Saved data entries:
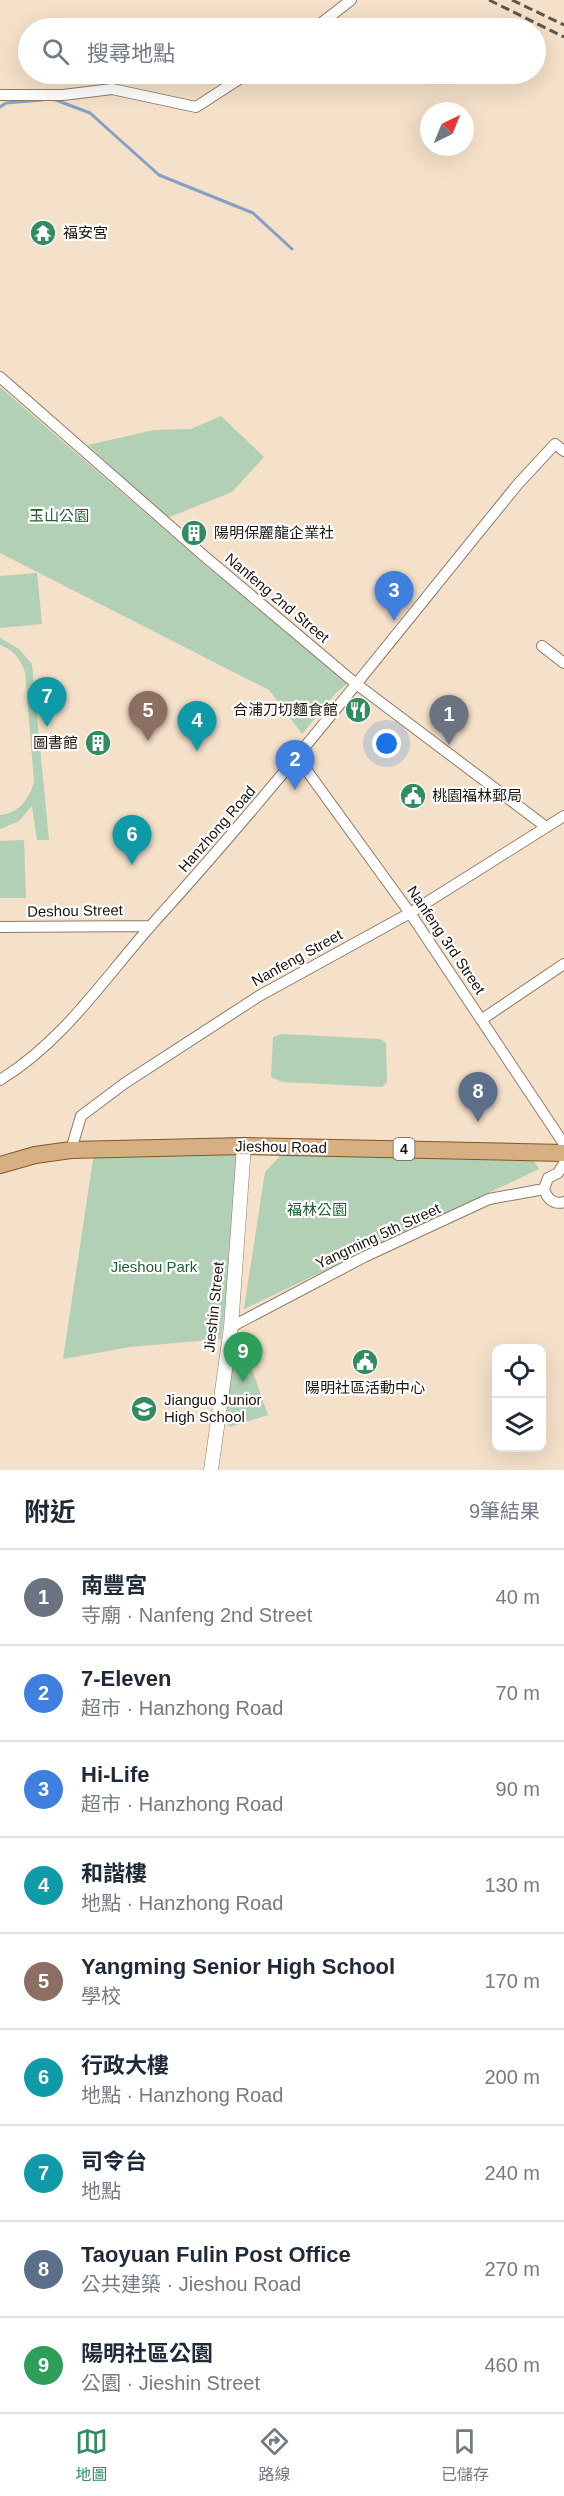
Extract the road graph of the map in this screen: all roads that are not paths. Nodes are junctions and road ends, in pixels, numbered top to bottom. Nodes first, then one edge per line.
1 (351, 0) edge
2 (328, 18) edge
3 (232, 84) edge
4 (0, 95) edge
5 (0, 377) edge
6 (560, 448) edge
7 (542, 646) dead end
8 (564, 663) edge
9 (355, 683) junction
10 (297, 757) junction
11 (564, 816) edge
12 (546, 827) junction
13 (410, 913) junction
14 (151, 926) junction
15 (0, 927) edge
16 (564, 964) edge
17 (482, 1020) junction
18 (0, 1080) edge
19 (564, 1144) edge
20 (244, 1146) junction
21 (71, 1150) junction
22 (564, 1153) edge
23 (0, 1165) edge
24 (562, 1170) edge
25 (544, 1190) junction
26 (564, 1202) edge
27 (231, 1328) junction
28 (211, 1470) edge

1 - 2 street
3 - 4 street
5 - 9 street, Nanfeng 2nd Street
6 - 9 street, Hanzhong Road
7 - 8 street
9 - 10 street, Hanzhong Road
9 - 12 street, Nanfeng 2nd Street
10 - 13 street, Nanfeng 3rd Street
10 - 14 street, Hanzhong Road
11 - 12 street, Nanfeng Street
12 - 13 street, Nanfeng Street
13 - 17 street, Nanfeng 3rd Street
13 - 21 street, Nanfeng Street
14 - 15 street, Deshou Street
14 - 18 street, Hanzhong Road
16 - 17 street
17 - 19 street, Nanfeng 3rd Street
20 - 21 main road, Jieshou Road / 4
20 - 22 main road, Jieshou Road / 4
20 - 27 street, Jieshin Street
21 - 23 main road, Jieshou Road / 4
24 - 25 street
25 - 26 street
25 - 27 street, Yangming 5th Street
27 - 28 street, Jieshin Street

**Problem requirements**
Every line above that has the string "Jieshin" needs to be copied.

**Written response**
20 - 27 street, Jieshin Street
27 - 28 street, Jieshin Street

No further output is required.